> _WHAT THE EXERCISE ASKS_
From the listing below, pull out every line where the string "canvas" appears.

> _DATASET EXCERPTS_

───

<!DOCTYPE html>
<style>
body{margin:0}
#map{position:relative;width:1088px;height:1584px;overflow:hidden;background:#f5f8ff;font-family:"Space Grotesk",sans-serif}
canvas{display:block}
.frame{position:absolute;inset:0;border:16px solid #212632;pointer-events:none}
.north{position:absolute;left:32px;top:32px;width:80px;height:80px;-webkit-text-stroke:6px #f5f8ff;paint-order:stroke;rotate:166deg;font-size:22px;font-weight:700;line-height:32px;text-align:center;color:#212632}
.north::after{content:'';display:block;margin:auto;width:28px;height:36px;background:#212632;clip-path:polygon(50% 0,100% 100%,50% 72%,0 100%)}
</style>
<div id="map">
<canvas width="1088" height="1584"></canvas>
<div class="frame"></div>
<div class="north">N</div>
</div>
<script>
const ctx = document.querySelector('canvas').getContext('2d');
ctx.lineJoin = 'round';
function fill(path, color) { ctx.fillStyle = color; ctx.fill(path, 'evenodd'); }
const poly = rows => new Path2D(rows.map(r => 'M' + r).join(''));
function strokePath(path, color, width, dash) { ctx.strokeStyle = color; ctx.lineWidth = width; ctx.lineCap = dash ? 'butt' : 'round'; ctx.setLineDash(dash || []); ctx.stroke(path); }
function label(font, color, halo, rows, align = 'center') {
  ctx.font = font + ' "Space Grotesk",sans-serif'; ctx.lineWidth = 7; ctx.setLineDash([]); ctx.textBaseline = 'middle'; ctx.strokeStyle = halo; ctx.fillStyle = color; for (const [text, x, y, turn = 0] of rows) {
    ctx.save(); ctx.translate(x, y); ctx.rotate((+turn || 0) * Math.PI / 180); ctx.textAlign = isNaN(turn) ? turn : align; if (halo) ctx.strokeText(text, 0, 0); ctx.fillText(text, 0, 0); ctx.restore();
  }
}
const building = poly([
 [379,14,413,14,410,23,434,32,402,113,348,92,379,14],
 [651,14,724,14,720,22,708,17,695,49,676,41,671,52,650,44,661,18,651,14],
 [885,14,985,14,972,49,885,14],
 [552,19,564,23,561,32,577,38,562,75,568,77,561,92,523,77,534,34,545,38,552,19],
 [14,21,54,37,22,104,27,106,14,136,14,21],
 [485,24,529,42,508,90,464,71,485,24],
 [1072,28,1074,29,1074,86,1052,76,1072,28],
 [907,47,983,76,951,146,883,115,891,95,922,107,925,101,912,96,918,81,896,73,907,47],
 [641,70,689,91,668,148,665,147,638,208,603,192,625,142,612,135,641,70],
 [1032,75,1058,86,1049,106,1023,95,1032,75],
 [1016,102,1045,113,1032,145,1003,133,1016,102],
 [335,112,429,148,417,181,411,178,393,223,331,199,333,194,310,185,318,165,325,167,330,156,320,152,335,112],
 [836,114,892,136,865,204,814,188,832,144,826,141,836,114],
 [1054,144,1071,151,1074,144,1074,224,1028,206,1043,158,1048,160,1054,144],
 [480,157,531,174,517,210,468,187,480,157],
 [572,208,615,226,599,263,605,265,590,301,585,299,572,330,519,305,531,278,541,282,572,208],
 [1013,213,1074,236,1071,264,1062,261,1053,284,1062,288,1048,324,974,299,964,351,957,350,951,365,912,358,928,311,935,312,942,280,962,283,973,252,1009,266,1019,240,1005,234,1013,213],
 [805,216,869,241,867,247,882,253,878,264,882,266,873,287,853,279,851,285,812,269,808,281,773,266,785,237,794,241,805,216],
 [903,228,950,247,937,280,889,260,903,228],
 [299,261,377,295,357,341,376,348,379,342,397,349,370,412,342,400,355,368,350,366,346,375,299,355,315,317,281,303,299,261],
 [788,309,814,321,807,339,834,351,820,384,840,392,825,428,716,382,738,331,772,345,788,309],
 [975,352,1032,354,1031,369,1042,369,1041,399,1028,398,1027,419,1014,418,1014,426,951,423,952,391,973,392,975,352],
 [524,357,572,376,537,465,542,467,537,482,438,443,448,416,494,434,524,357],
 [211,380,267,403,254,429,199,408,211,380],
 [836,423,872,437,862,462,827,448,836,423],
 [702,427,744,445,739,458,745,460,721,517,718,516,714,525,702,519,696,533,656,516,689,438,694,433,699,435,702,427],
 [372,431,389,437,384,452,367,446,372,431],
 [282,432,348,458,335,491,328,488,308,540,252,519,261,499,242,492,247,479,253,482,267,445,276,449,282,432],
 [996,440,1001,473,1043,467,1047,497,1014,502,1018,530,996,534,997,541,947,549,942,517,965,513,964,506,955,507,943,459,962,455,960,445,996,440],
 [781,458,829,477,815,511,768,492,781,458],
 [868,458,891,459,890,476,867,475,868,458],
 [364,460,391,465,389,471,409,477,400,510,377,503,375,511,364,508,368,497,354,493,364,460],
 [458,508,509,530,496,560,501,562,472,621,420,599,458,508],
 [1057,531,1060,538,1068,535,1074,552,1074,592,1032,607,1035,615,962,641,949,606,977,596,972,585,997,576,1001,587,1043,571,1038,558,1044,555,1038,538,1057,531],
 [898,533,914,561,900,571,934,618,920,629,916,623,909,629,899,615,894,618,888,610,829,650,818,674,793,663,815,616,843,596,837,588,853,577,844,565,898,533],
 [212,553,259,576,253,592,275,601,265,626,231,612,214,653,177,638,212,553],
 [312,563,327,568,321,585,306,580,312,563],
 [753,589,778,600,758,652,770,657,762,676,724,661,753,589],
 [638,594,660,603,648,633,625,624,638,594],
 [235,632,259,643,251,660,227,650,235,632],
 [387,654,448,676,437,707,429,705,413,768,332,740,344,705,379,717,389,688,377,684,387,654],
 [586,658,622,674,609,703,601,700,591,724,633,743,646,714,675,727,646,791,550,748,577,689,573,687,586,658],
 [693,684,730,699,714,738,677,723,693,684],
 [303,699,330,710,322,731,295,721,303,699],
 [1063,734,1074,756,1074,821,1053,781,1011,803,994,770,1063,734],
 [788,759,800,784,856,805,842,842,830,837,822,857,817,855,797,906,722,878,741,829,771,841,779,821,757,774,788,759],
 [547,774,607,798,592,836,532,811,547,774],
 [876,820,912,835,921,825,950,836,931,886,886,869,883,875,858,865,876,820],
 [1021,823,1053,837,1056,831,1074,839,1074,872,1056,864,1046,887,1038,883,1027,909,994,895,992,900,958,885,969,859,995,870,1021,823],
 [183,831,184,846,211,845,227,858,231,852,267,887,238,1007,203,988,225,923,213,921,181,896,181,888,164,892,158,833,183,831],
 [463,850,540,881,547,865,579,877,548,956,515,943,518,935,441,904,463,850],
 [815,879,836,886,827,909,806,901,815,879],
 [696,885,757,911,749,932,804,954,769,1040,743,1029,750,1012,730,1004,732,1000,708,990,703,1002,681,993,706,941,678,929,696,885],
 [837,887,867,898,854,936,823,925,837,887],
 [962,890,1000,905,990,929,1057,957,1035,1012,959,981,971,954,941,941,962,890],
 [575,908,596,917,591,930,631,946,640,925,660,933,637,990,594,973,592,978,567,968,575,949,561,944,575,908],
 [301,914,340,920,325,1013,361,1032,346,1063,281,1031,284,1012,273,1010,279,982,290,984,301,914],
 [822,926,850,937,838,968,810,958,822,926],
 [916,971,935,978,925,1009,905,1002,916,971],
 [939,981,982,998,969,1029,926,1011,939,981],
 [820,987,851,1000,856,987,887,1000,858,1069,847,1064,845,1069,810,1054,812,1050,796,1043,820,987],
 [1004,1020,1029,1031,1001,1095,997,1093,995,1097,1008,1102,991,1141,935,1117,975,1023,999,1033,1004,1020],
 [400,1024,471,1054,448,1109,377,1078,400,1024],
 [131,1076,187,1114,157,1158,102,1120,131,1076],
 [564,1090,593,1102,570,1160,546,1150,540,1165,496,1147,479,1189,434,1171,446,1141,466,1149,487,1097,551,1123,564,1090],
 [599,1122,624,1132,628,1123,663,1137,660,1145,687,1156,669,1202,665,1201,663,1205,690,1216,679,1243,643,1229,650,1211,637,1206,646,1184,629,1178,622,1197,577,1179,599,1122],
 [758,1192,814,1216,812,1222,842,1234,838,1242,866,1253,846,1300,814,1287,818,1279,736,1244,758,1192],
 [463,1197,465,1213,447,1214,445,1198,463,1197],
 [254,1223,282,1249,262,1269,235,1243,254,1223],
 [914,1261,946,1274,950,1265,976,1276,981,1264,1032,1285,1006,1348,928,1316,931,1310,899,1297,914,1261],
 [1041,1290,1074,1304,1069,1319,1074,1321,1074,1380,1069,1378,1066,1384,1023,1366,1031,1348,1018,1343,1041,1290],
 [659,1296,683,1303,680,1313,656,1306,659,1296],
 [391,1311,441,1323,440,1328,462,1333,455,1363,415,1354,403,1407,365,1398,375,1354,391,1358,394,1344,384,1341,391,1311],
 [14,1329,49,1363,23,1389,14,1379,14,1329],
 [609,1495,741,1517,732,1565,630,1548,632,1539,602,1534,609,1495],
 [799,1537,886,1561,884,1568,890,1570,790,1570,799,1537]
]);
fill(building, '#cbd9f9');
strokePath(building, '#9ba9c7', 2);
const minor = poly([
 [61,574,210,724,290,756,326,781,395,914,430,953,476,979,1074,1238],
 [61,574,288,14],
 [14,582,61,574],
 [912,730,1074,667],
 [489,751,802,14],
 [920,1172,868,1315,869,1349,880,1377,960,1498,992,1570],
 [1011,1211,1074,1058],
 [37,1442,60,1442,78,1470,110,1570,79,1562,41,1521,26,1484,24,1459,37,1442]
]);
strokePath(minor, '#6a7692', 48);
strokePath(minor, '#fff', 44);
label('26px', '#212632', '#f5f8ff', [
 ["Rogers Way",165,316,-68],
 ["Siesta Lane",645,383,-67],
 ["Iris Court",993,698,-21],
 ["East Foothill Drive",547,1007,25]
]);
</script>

───

> _RESPONSE_
canvas{display:block}
<canvas width="1088" height="1584"></canvas>
const ctx = document.querySelector('canvas').getContext('2d');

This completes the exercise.